• TASK OBJECTIVE:
In the data below, find every line with the string "dead" and pull it out.

BEGIN SUPPLIED RECORDS

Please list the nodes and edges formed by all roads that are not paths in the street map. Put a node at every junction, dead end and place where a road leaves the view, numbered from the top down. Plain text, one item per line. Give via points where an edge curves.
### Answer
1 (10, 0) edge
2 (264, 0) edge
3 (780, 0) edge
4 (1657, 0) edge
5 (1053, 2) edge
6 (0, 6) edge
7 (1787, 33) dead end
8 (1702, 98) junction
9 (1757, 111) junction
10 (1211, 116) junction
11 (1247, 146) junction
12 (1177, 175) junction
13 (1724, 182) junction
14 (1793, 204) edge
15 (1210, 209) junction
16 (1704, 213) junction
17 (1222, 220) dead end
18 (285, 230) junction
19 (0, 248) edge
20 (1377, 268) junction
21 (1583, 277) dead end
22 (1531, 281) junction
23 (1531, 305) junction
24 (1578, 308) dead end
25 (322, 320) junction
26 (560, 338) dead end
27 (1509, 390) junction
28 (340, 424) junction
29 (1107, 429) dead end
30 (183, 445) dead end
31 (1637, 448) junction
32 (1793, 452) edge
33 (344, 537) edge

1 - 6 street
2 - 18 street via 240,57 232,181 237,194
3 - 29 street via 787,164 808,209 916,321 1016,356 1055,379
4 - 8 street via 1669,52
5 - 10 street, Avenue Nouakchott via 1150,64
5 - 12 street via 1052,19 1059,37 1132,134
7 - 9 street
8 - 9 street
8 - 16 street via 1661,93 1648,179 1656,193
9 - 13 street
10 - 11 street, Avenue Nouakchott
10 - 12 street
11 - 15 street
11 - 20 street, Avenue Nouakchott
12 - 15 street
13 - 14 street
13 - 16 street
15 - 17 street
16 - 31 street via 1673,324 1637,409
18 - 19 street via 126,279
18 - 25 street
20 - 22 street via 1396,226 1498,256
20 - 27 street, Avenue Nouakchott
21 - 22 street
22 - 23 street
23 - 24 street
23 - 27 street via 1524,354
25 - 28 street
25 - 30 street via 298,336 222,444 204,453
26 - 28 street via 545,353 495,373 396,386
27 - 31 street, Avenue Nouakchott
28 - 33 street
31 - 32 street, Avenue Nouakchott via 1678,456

END SUPPLIED RECORDS

• RESULT OF THIS EXERCISE:
Please list the nodes and edges formed by all roads that are not paths in the street map. Put a node at every junction, dead end and place where a road leaves the view, numbered from the top down. Plain text, one item per line. Give via points where an edge curves.
7 (1787, 33) dead end
17 (1222, 220) dead end
21 (1583, 277) dead end
24 (1578, 308) dead end
26 (560, 338) dead end
29 (1107, 429) dead end
30 (183, 445) dead end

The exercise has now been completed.